The Hawaii Senate voted 23-2 to pass House Bill 2739. Sens. Breene Harimoto and Mike Gabbard voted against it.
The bill, which cleared the House earlier this month 39-12, now heads to Gov. David Ige, who has said he looks forward to signing it into law.
“Without a doubt this is the most complicated issue we have ever had before us,” said Sen. Josh Green, who has struggled with the conflict it creates for him as a physician sworn to do no harm. He supported the measure but with great reservations.
Harimoto, who has battled pancreatic cancer, cast doubt on the polls that show strong public support for medical aid in dying. He also said it is impossible for him to set religion aside in his decision, as some advocates have said is necessary.
“My faith holds the very foundation of who I am,” he said, adding that he learned last week that he has cancer in his lungs.
Harimoto also took issue with the legislation’s latest label: “Our Care, Our Choice.”
“Euphemisms do not change what it is,” he said. “It is physician-assisted suicide.”
Sen. Russell Ruderman said the bill is all about freedom.
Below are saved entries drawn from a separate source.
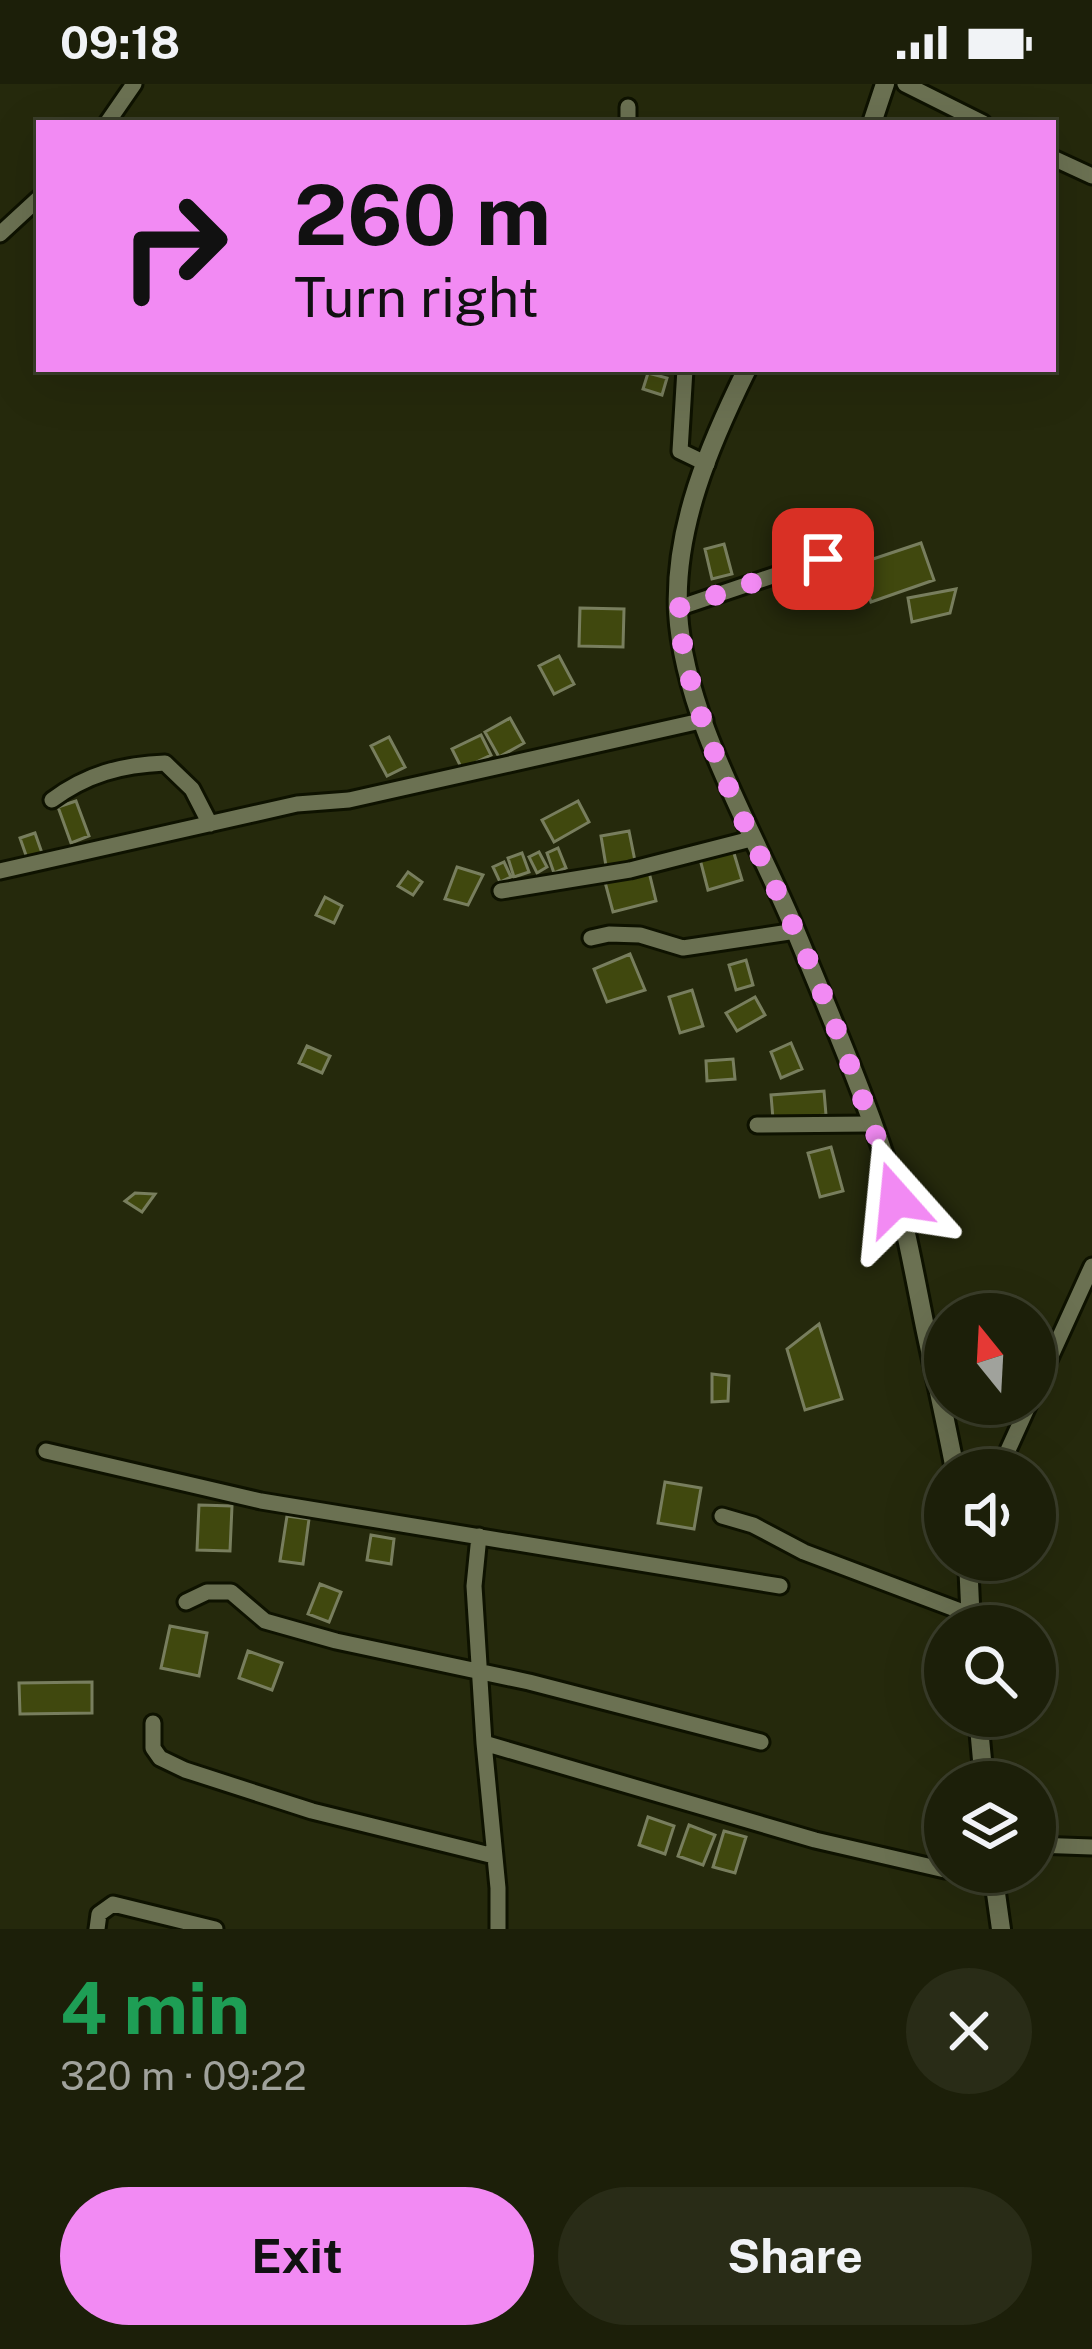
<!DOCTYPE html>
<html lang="en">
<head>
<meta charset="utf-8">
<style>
	:root { --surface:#1c1f09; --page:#292c17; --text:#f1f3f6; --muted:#a0a29c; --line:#3a3d2a; --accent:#f28af3 }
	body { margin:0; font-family:"Public Sans",sans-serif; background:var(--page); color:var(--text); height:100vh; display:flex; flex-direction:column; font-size:45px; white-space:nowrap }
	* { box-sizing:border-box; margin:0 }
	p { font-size:39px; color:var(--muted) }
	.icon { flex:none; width:66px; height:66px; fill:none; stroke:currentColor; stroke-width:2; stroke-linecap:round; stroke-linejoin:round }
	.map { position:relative; height:1845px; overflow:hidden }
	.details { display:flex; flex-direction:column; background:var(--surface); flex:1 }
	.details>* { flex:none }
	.top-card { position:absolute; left:36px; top:36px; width:1020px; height:252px; border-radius:0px; box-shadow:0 12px 48px #0002,0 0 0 3px var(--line); background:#f28af3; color:#111; overflow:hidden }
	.needle { width:78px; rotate:342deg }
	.fabs { position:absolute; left:924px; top:1209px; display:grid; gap:24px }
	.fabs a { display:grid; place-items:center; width:132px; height:132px; border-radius:50%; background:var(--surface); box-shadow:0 12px 48px #0002,0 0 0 3px var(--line); font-size:60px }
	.pin { position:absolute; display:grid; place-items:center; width:102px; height:102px; color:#fff; margin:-51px; border-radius:24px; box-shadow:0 6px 18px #0006 }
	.me { position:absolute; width:132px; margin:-66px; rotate:342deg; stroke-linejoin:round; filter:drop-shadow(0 0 9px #0008) }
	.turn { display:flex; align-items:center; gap:42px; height:252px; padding:0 60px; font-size:54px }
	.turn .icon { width:156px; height:156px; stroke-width:2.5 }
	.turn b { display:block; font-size:84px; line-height:102px }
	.round { display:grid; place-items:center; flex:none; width:126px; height:126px; border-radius:63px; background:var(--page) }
	.headline { display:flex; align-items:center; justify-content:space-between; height:204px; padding:0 60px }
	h1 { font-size:72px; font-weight:700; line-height:90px; color:#1e9e55 }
	.primary-button { display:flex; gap:24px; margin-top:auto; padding:24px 60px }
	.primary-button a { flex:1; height:138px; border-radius:72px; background:var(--accent); color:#111; font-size:48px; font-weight:700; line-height:138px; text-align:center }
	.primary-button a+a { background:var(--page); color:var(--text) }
	.status { display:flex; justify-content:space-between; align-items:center; height:84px; padding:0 60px; background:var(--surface); direction:ltr }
	.status svg { height:33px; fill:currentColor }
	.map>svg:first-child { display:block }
</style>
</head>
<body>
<div class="status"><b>09:18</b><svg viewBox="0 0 49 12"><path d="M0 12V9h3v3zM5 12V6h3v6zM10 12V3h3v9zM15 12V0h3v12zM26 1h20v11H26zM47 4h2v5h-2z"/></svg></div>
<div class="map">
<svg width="1092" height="1845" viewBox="0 0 1092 1845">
	<rect width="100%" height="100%" fill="#25290c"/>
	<path fill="#40480e" stroke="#787e5e" stroke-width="3" d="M 648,289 L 667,294 L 662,311 L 643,305 Z
		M 921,459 L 934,496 L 871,518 L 858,480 Z
		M 724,460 L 732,490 L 712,495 L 705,465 Z
		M 956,505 L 950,529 L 912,538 L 908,514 Z
		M 580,524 L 624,525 L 623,563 L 579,562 Z
		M 559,572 L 574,600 L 554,610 L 539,582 Z
		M 510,634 L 524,659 L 499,673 L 485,648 Z
		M 481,651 L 491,671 L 462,685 L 452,665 Z
		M 389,653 L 405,683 L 387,692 L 371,662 Z
		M 76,717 L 89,752 L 71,759 L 58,723 Z
		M 578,717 L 589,738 L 554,758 L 542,736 Z
		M 629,747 L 635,777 L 606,782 L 601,752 Z
		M 35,749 L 42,769 L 27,774 L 20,754 Z
		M 558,764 L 566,784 L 554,789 L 547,769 Z
		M 733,766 L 742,796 L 708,806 L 700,775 Z
		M 539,768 L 547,783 L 537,789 L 529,773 Z
		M 522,769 L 529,788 L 514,793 L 508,774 Z
		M 504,778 L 511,793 L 500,798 L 493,783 Z
		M 457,783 L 483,791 L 468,821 L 445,815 Z
		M 408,788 L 422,798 L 413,811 L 398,802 Z
		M 649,788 L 656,817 L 613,828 L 605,798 Z
		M 325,813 L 342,822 L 334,839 L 316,831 Z
		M 630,870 L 645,906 L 607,918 L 594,885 Z
		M 746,876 L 753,901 L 736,906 L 729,881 Z
		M 692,906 L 703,942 L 680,949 L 669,913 Z
		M 755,913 L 765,931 L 737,947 L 726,929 Z
		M 791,959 L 802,985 L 781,994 L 771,968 Z
		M 307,962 L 330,972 L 322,989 L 299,979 Z
		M 733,975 L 735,995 L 707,997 L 706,977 Z
		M 824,1007 L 826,1031 L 773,1035 L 771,1011 Z
		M 831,1063 L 843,1107 L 820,1113 L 808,1069 Z
		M 135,1109 L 155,1110 L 142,1128 L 125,1117 Z
		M 819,1240 L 842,1315 L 805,1326 L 787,1265 Z
		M 712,1290 L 729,1292 L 728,1317 L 712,1318 Z
		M 665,1398 L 701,1404 L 694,1445 L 658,1439 Z
		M 199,1421 L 232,1422 L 230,1467 L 197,1466 Z
		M 287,1432 L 309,1435 L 303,1480 L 280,1477 Z
		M 371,1451 L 394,1455 L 391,1480 L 367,1476 Z
		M 320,1500 L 341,1508 L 329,1538 L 308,1530 Z
		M 170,1542 L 207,1549 L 199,1592 L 161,1584 Z
		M 248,1567 L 282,1579 L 272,1606 L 239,1594 Z
		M 92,1598 L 92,1629 L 20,1630 L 19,1599 Z
		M 648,1733 L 674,1742 L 665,1770 L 639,1761 Z
		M 689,1741 L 715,1751 L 703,1781 L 678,1772 Z
		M 724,1747 L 746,1753 L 735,1789 L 713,1783 Z"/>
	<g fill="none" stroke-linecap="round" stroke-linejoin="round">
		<defs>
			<path id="minor" d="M 905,0 L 983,39
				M 628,23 L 628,39
				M 107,39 L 134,0
				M 1053,74 L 1092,92
				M 0,150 L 39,114
				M 685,285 L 680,367 L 707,380
				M 678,524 L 823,475
				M 52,716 C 87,690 121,681 165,679 L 192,705 L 210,740
				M 0,787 L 297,720 L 349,716 L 705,636
				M 501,807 L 630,786 L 751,755
				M 591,854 L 609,850 L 640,851 L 683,864 L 796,847
				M 757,1041 L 870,1040
				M 1035,1307 L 1092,1182
				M 46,1367 L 261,1417 L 780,1502
				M 999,1386 L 1029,1320
				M 722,1432 L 753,1441 L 804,1468 L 971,1531
				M 479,1452 L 474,1502 L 484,1659 L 498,1804 L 498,1845
				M 186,1518 L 207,1508 L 231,1508 L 265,1537 L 336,1557 L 529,1598 L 761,1658
				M 153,1639 L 153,1664 L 160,1674 L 185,1686 L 312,1727 L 494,1772
				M 484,1659 L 815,1756 L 945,1786
				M 1035,1761 L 1092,1763
				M 953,1788 L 994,1797
				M 97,1845 L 99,1830 L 113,1820 L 215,1845"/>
			<path id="tertiary" d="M 872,39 L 885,0
				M 747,285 C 710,360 674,443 678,528 C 684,636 758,754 798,853 C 829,928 862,1005 888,1083 C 905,1135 914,1189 925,1243 C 935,1291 946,1338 955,1386
				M 968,1476 L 971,1542
				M 978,1632 L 984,1698
				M 993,1788 L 1001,1845"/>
		</defs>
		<use href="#minor" stroke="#0e1200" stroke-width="21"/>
		<use href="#tertiary" stroke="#0e1200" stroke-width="24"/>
		<use href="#minor" stroke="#6b7152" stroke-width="15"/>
		<use href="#tertiary" stroke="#6b7152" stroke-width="18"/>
	</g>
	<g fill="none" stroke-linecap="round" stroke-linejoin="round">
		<path stroke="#f28af3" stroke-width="21" stroke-dasharray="0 37.8" d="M 823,475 L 678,524 C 687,636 748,743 794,844 C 830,921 858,1005 888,1084 L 896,1115"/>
	</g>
</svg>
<div class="fabs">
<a><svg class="needle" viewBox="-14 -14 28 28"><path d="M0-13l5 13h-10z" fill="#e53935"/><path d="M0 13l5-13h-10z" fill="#a0a29c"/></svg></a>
<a><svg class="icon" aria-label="sound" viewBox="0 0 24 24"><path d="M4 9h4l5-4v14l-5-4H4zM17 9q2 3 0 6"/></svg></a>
<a><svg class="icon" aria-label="search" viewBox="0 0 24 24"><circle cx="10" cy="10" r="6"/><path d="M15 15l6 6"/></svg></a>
<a><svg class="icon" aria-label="layers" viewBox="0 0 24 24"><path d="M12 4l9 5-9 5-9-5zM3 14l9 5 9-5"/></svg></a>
</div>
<div class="pin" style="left:823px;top:475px;background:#d93025"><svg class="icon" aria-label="arrive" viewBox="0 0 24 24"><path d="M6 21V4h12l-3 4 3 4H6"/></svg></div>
<svg class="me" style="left:896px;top:1115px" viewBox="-20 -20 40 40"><path d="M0-17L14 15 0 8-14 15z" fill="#f28af3" stroke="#fff" stroke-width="4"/></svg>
<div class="top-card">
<div class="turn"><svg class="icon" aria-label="right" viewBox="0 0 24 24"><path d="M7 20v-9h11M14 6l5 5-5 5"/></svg><div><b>260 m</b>Turn right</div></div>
</div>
</div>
<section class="details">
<div class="headline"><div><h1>4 min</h1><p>320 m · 09:22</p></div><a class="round"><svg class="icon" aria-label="close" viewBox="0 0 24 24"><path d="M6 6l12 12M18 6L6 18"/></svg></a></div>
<div class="primary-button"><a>Exit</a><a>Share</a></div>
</section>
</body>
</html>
“Religions rightfully carry great respect in our society but must not dictate our laws,” he said. “If you don’t believe in it, don’t do it.”
Sen. Gil Riviere, who voted against a similar measure last year that had fewer safeguards, said he supported the bill this year but with strong reservations.
“I have for the last two years, waffled back and forth,” he said. “We’re crossing a very profound threshold here.”
Senate President Ron Kouchi heaped praised on Sen. Karl Rhoads, who introduced the bill last year that he said paved the way for the passage of the measure this year. Rhoads did not make a public statement on HB2739 Thursday.
“It has helped get us to a better place,” Kouchi said.
Scott Foster, who has championed aid in dying for two decades with the Hawaii Death with Dignity Society, said he was “elated but not surprised” by the final vote.
Eva Andrade, head of the Hawaii Family Forum, said she and opponents of the bill are “very disappointed” that their concerns were not addressed.
“There are a lot of voices yet to be heard,” she said, adding that the group plans to continue working to educate people about the dangers they see in the legislation.
Some senators, including Gabbard, raised concerns about the bill requiring death certificates to say the individual’s primary cause of death was the underlying terminal disease, not the lethal dose of drugs.
“It’s ridiculous that we’re going to falsify the cause of death,” Riviere said.
Foster said that’s a “valid argument” but it came down to making sure there would not be any issues with insurance companies covering the life-ending drug and even prior treatments, which has been an issue in some states. He said it’s something the Legislature could revisit next session.